A co-author of the Heritage Foundation’s controversial immigration study resigned from the think tank on Friday amid a firestorm over his research on the intelligence of immigrants.

“Jason Richwine let us know he’s decided to resign from his position,” a spokesperson for Heritage told The Hill in an email. “He’s no longer employed by Heritage. It is our longstanding policy not to discuss internal personnel matters.”

Richwine provided statistical analysis for the Heritage study released earlier this week that said giving the 11 million immigrants estimated to be in the country illegally a path to citizenship would cost the country $6.3 trillion over their lifetimes.

The report sparked a battle among conservatives, who are split over the Senate proposal.

On Wednesday, the study came into question after the Washington Post revealed Richwine’s 2009 doctoral dissertation, in which he argued that inferior genetics are part of the reason “no one knows whether Hispanics will ever reach IQ parity with whites.”

“The average IQ of immigrants in the United States is substantially lower than that of the white native population, and the difference is likely to persist over several generations,” he wrote.

“The consequences are a lack of socioeconomic assimilation among low-IQ immigrant groups, more underclass behavior, less social trust, and an increase in the proportion of unskilled workers in the American labor market.

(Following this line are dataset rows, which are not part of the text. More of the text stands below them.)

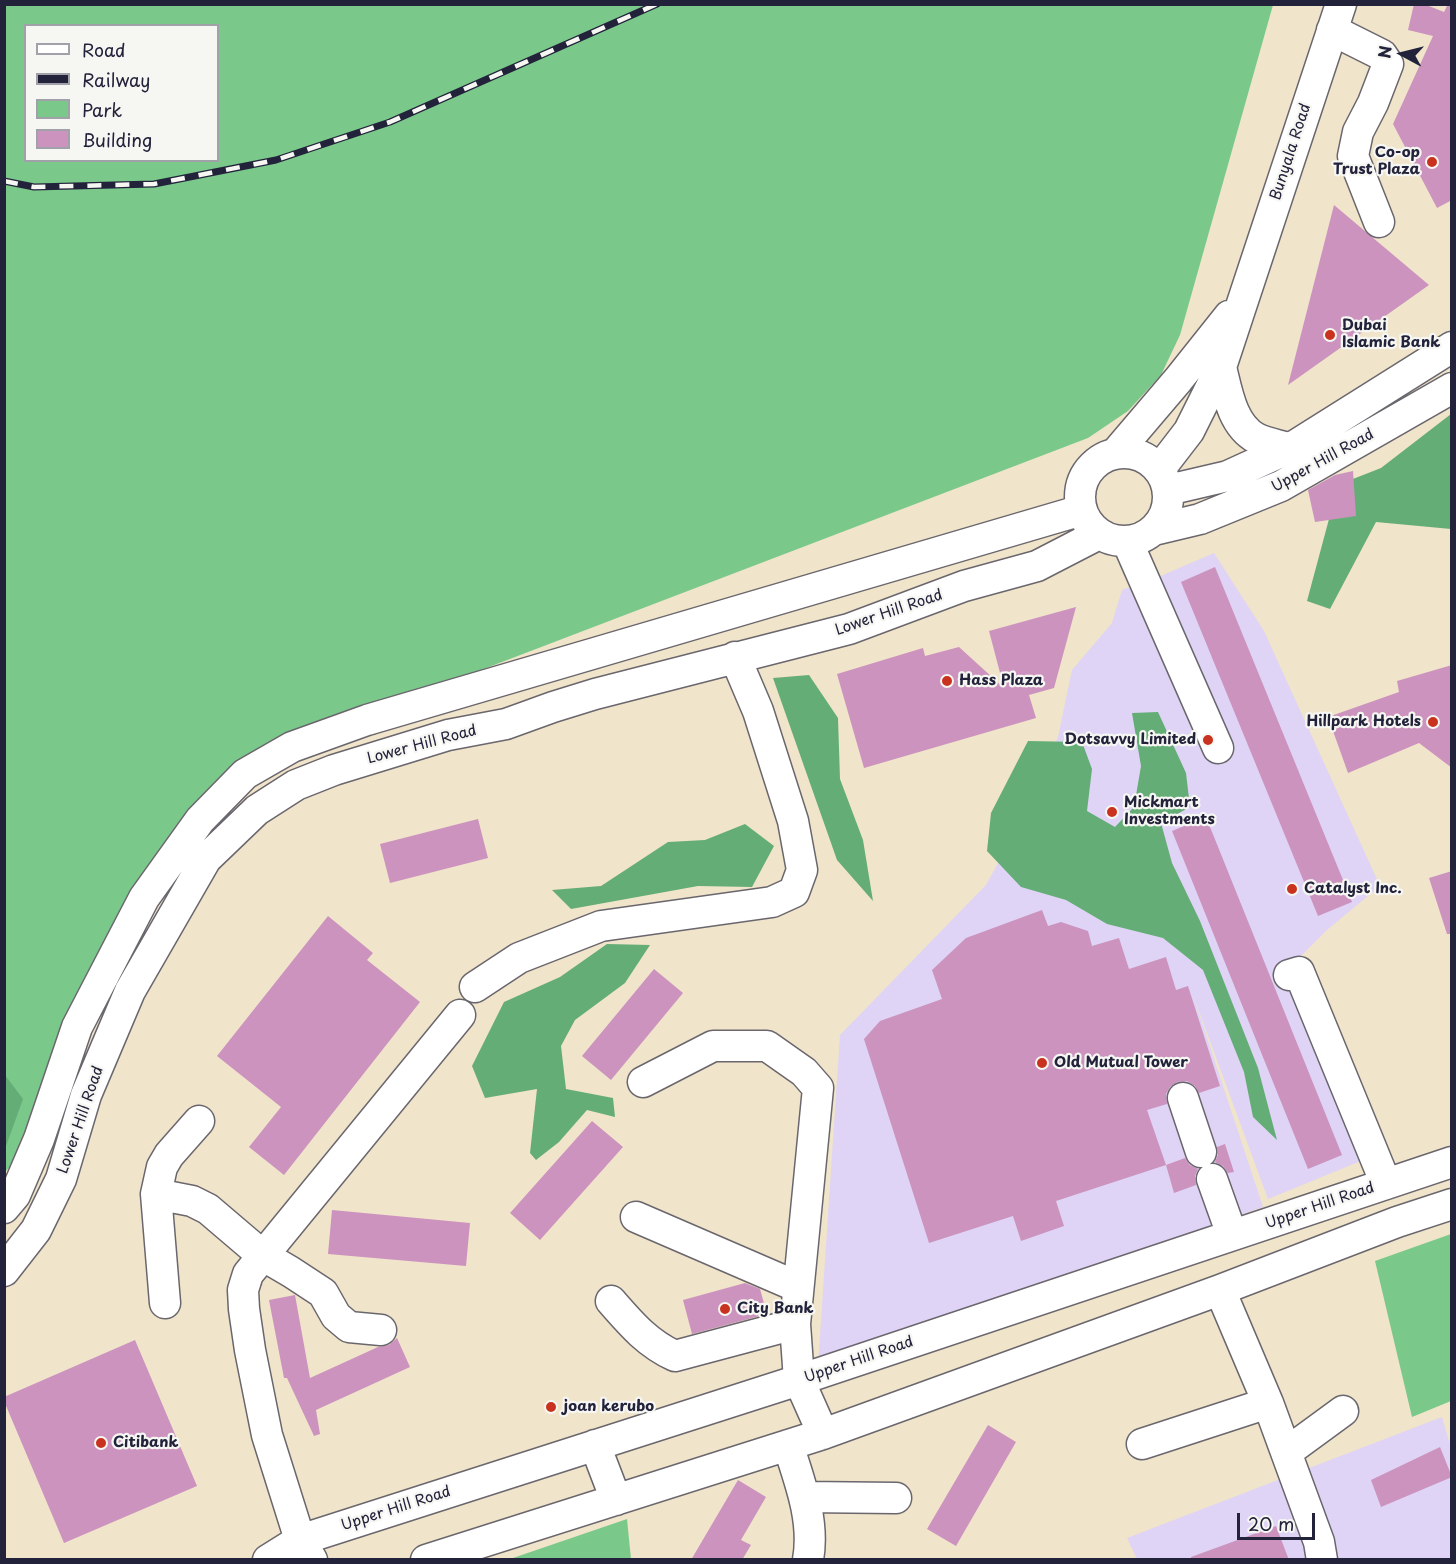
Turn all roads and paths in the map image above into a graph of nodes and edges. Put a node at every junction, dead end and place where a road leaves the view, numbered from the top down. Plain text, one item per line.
1 (1336, 17) edge
2 (1379, 222) dead end
3 (1242, 299) junction
4 (1452, 347) edge
5 (1221, 367) junction
6 (1452, 388) edge
7 (1288, 448) junction
8 (1115, 454) junction
9 (1163, 480) junction
10 (1091, 522) junction
11 (1141, 536) junction
12 (735, 657) junction
13 (1218, 748) dead end
14 (1289, 975) dead end
15 (475, 987) dead end
16 (460, 1015) dead end
17 (643, 1082) dead end
18 (1183, 1098) dead end
19 (200, 1121) dead end
20 (1452, 1162) edge
21 (1386, 1184) junction
22 (156, 1194) junction
23 (1452, 1204) edge
24 (4, 1208) edge
25 (636, 1217) dead end
26 (1232, 1235) junction
27 (261, 1256) junction
28 (4, 1271) edge
29 (798, 1287) junction
30 (1220, 1290) junction
31 (611, 1301) dead end
32 (165, 1303) dead end
33 (795, 1324) junction
34 (381, 1330) dead end
35 (798, 1380) junction
36 (1268, 1402) junction
37 (1343, 1411) dead end
38 (823, 1434) junction
39 (1142, 1444) dead end
40 (596, 1445) junction
41 (788, 1445) junction
42 (1287, 1452) junction
43 (804, 1497) junction
44 (896, 1498) dead end
45 (616, 1500) junction
46 (306, 1550) edge
47 (268, 1560) edge
48 (426, 1560) edge
49 (808, 1560) edge
50 (1322, 1560) edge

1 - 2 street
1 - 3 street, Bunyala Road
3 - 5 street, Bunyala Road
3 - 8 street, Bunyala Road
4 - 7 street, Upper Hill Road
5 - 7 street
5 - 9 street, Bunyala Road
6 - 11 street, Upper Hill Road
7 - 9 street, Upper Hill Road
8 - 9 street
8 - 10 street
9 - 11 street
10 - 11 street
10 - 12 street, Lower Hill Road
10 - 24 street
11 - 13 street
12 - 15 street
12 - 28 street, Lower Hill Road
14 - 21 street
16 - 27 street
17 - 29 street
18 - 26 street
19 - 22 street
20 - 21 street, Upper Hill Road
21 - 26 street, Upper Hill Road
22 - 27 street
22 - 32 street
23 - 30 street
25 - 29 street
26 - 35 street, Upper Hill Road
27 - 34 street
27 - 46 street
29 - 33 street
30 - 36 street
30 - 38 street
31 - 33 street
33 - 35 street
35 - 38 street
35 - 40 street, Upper Hill Road
36 - 39 street
36 - 42 street
37 - 42 street
38 - 41 street
40 - 45 street
40 - 46 street, Upper Hill Road
41 - 43 street
41 - 45 street
42 - 50 street
43 - 44 street
43 - 49 street
45 - 48 street
46 - 47 street, Upper Hill Road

Selecting high-IQ immigrants would ameliorate these problems in the U.S., while at the same time benefiting smart potential immigrants who lack educational access in their home countries.”

Heritage responded by saying that Robert Rector, not Richwine, was the primary author of its immigration study, and quickly distanced itself from Richwine’s earlier work, saying his previous writings do not reflect the positions of the foundation and that they shouldn’t affect how people view the findings of the immigration study.
The controversy threatened to derail Heritage’s opposition to immigration reform during a week when bipartisan negotiations picked up steam.

Rep. Rubén Hinojosa (D-Texas), the chairman of the Congressional Hispanic Caucus, called the group’s study “ugly racism and xenophobia dressed up in economic hyperbole” after learning of the dissertation.